=== Begin Enclosure ===

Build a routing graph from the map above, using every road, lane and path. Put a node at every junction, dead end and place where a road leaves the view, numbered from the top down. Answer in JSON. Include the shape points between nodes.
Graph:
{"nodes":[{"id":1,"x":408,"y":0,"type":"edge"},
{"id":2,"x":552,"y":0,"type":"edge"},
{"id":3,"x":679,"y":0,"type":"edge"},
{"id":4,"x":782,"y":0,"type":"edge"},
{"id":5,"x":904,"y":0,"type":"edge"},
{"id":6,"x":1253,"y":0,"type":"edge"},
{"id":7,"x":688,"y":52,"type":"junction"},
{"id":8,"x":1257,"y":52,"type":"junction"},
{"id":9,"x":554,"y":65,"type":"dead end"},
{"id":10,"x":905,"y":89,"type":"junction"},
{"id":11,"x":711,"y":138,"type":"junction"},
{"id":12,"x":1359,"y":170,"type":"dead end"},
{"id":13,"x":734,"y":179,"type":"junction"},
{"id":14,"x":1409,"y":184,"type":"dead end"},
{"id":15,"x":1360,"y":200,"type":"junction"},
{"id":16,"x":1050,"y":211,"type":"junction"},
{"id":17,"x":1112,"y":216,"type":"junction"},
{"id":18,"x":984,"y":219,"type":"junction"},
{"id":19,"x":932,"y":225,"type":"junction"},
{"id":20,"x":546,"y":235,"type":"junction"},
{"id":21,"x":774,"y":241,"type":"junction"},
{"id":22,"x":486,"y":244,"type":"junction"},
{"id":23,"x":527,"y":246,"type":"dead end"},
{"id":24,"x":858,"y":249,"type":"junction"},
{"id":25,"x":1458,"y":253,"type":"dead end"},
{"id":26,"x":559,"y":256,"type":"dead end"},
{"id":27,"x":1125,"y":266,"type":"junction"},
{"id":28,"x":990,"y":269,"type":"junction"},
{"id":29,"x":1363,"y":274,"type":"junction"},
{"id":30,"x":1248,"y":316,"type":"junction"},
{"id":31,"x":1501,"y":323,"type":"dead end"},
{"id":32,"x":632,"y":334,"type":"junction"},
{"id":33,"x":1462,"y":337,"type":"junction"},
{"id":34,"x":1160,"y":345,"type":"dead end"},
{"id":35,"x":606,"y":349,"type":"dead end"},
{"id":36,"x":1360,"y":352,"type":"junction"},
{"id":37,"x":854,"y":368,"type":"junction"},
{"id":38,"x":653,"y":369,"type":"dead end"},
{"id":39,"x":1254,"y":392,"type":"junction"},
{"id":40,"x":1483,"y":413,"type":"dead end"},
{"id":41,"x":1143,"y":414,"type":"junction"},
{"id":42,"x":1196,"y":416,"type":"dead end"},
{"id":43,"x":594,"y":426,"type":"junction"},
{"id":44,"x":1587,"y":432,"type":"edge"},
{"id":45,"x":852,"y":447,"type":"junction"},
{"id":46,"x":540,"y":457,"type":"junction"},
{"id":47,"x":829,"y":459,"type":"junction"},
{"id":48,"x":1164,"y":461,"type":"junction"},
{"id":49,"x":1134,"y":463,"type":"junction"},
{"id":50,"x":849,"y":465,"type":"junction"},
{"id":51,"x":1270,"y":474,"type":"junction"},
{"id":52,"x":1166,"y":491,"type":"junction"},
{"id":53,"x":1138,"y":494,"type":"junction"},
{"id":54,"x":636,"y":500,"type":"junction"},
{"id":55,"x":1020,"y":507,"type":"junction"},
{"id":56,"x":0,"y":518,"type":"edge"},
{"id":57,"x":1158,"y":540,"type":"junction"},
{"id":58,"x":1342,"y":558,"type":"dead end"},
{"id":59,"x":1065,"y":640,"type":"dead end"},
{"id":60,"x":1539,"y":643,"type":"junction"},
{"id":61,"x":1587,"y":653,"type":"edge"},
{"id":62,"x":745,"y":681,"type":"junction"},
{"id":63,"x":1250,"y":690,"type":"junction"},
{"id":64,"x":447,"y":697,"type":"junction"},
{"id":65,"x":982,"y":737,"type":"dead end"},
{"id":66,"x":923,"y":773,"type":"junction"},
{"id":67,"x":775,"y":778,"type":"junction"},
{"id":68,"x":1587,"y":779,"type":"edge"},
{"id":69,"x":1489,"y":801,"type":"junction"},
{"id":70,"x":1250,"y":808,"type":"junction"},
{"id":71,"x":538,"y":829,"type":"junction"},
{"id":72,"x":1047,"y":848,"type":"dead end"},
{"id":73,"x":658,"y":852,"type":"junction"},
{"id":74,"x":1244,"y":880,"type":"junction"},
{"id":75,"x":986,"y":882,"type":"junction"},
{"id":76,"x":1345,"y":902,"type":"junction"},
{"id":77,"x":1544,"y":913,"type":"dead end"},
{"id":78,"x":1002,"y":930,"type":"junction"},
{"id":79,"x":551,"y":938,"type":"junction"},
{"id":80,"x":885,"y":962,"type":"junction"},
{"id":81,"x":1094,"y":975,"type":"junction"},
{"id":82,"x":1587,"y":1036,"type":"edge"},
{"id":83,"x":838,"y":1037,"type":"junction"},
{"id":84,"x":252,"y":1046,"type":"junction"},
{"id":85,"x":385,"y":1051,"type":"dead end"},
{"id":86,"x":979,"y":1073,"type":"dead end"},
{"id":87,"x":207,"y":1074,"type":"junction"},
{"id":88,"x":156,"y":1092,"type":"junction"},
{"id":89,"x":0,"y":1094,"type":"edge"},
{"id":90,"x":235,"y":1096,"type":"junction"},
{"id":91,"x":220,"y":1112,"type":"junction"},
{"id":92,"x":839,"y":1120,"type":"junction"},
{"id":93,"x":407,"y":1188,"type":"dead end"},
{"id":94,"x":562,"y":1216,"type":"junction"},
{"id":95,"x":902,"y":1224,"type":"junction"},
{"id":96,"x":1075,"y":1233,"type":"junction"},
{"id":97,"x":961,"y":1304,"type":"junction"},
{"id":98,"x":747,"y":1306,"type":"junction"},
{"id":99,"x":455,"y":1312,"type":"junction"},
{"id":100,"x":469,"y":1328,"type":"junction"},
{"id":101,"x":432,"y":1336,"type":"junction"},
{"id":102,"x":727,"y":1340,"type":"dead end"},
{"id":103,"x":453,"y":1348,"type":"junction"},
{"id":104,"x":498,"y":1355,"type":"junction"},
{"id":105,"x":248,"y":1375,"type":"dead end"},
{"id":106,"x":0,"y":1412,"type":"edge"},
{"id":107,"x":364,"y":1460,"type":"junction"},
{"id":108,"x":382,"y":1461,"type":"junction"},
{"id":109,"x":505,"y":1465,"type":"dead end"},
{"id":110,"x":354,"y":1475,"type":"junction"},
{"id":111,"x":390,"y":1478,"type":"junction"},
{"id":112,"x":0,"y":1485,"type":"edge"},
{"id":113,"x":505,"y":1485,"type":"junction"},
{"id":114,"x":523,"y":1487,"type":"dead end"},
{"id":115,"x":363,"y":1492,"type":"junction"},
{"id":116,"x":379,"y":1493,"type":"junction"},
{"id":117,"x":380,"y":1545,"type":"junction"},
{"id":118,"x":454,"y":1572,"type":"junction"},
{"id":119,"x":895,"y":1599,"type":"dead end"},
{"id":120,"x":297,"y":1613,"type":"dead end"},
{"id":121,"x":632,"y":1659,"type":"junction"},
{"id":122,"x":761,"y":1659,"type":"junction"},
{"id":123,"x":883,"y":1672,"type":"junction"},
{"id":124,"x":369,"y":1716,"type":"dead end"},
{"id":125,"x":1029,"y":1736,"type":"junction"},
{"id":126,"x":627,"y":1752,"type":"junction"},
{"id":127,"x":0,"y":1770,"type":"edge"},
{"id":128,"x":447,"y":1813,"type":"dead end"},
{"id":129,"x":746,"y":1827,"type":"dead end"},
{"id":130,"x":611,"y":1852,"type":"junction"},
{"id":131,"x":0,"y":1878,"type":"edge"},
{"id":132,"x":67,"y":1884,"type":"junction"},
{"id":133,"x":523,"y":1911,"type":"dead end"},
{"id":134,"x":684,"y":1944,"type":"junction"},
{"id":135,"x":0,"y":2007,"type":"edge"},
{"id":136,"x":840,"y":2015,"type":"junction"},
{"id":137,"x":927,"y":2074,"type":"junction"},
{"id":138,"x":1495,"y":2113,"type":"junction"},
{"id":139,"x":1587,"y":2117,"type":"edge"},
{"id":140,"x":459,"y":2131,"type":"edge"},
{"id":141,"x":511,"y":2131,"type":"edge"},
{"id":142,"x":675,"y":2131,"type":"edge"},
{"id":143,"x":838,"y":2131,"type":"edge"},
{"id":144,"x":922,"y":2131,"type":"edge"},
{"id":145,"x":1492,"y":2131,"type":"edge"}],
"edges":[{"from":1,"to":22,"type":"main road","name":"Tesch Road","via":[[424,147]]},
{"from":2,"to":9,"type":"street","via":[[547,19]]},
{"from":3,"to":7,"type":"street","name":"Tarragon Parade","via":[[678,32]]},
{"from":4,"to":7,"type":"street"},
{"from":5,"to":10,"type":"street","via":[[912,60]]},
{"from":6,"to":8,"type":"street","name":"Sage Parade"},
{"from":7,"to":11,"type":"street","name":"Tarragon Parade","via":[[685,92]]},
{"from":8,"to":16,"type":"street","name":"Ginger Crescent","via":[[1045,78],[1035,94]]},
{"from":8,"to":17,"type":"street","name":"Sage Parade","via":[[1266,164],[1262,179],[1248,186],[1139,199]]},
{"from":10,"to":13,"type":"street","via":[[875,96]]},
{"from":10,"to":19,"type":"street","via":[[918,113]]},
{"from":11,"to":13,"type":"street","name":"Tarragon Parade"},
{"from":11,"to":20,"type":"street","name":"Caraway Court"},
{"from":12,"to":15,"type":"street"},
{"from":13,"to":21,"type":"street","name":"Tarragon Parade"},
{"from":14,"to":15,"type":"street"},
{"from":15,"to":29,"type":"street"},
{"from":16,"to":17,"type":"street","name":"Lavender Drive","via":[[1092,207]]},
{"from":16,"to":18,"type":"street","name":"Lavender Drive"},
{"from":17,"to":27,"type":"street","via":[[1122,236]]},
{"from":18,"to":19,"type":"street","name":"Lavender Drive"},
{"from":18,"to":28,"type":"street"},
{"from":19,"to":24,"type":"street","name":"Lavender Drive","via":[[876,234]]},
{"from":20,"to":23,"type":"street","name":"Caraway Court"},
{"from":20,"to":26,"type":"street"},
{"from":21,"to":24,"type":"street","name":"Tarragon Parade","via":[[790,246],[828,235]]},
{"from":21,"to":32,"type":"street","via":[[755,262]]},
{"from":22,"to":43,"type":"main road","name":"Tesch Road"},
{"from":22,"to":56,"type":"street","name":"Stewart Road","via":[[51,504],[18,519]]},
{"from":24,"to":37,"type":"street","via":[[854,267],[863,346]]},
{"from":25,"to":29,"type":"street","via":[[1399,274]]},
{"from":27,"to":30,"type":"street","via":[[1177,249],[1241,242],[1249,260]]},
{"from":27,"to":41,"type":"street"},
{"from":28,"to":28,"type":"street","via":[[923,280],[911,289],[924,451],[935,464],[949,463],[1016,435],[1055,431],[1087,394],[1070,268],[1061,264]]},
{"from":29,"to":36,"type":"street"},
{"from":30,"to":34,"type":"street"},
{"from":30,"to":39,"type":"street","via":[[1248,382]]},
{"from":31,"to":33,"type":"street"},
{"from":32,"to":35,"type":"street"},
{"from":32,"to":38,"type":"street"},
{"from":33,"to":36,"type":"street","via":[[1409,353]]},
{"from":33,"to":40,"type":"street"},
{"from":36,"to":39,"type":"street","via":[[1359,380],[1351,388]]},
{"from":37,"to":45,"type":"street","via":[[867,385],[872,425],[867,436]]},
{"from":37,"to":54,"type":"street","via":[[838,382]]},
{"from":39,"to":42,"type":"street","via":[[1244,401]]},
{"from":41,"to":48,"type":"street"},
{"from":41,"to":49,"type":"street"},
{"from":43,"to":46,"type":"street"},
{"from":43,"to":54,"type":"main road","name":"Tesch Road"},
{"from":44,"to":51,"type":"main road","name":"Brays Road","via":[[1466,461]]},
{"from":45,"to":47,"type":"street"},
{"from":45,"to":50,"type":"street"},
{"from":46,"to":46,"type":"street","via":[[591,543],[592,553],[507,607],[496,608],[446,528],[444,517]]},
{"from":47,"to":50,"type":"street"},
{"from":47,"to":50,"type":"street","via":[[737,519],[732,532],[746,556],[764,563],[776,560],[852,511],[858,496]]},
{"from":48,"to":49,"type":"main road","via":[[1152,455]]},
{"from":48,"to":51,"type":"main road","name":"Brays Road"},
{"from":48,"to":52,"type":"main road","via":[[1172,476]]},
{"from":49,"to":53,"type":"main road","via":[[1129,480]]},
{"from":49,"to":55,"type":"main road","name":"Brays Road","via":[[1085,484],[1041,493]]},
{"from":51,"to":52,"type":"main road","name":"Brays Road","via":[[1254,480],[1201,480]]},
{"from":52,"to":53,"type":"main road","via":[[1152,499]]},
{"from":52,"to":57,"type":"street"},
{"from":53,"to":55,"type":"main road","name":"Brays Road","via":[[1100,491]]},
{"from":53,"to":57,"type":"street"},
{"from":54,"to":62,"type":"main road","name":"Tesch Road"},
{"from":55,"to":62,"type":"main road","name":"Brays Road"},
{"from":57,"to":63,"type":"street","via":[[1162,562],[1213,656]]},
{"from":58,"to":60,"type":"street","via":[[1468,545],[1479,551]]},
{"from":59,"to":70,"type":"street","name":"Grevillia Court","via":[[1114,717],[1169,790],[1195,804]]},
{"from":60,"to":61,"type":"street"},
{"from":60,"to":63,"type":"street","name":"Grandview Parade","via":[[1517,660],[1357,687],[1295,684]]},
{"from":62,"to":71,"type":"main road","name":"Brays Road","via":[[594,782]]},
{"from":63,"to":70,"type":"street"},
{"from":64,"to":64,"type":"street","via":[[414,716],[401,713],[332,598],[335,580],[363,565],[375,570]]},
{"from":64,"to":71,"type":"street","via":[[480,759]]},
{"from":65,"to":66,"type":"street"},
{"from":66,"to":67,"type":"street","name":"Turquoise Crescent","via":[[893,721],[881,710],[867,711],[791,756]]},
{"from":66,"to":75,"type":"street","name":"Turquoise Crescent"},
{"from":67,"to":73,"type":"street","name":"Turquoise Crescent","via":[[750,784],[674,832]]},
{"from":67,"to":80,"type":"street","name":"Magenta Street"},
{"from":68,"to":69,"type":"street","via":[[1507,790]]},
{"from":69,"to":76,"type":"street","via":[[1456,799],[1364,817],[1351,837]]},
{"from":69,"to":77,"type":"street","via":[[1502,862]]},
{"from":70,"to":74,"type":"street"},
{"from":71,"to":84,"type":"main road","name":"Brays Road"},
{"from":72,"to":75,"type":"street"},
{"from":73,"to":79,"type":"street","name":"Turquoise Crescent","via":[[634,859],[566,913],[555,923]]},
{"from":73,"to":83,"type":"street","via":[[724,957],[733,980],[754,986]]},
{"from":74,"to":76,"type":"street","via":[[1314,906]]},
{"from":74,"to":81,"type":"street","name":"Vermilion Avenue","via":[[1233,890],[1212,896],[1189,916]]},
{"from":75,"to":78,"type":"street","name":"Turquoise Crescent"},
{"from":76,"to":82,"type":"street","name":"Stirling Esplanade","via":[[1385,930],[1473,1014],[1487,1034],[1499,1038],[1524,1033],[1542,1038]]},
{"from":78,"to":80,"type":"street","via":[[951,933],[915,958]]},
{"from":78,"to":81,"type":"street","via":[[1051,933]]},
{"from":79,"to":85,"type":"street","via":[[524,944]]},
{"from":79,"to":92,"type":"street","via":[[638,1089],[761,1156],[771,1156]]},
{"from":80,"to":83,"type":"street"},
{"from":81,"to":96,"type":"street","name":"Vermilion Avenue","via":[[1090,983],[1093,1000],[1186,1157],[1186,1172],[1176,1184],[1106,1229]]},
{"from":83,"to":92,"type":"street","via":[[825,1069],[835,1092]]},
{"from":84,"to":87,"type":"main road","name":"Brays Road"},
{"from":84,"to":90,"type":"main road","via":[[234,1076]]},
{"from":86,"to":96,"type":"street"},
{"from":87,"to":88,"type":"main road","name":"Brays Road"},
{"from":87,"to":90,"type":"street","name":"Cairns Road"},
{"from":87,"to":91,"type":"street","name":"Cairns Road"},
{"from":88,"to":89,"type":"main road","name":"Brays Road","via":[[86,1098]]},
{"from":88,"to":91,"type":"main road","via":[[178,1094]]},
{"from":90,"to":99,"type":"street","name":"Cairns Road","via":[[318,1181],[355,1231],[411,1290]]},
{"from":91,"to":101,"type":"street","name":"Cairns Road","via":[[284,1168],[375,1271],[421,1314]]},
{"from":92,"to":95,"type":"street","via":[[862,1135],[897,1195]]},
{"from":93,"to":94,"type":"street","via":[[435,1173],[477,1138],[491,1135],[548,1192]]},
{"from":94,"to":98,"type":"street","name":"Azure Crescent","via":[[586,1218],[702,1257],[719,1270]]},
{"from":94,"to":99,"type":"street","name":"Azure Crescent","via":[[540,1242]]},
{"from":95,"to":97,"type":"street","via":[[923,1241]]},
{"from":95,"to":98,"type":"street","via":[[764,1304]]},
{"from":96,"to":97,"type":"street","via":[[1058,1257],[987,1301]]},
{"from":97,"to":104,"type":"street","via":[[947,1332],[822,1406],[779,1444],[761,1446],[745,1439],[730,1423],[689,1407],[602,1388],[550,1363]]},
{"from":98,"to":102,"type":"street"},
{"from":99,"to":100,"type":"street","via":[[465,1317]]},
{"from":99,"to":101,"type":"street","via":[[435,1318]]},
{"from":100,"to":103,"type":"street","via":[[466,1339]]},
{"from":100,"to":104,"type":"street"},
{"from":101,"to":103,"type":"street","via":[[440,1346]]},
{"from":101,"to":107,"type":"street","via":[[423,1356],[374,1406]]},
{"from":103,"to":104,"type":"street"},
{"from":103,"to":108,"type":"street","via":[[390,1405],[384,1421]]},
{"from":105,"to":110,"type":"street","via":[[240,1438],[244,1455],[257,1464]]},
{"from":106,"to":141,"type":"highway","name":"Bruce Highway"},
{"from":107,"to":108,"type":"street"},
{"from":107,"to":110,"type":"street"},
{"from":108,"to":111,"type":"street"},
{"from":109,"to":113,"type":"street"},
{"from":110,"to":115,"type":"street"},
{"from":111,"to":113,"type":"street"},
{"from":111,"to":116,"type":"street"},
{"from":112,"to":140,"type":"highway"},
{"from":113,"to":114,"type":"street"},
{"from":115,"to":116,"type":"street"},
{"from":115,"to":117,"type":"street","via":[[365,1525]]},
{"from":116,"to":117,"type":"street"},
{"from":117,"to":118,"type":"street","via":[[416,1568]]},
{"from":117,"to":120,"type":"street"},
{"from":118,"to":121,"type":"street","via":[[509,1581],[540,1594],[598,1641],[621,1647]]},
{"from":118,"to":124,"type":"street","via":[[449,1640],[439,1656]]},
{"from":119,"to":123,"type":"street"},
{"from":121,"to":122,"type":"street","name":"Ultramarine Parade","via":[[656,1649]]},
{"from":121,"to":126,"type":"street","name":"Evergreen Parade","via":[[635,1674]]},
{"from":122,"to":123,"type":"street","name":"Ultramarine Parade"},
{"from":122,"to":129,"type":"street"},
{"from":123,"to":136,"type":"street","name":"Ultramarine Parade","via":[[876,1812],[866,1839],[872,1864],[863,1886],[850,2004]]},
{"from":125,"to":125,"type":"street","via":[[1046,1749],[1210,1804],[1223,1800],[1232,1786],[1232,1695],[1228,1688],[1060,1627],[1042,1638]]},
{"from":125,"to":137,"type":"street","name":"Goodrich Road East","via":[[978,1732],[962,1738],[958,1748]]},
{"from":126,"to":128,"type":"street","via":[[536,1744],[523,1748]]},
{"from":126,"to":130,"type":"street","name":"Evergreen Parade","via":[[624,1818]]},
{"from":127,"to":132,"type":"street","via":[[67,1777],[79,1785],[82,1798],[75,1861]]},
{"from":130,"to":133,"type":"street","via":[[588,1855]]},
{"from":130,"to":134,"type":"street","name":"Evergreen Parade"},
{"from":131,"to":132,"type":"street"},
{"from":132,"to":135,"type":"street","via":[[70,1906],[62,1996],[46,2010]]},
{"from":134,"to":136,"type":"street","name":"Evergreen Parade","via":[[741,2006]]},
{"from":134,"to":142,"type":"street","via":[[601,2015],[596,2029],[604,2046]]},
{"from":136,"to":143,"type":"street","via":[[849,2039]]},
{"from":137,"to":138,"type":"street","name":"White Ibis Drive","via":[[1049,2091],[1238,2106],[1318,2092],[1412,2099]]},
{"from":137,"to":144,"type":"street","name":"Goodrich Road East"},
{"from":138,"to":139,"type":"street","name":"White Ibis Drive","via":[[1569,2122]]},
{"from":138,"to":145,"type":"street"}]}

=== End Enclosure ===

#### Work to be completed:
Only lines with the word "White" should be collected from the material.

#### Result for this exercise:
{"from":137,"to":138,"type":"street","name":"White Ibis Drive","via":[[1049,2091],[1238,2106],[1318,2092],[1412,2099]]},
{"from":138,"to":139,"type":"street","name":"White Ibis Drive","via":[[1569,2122]]},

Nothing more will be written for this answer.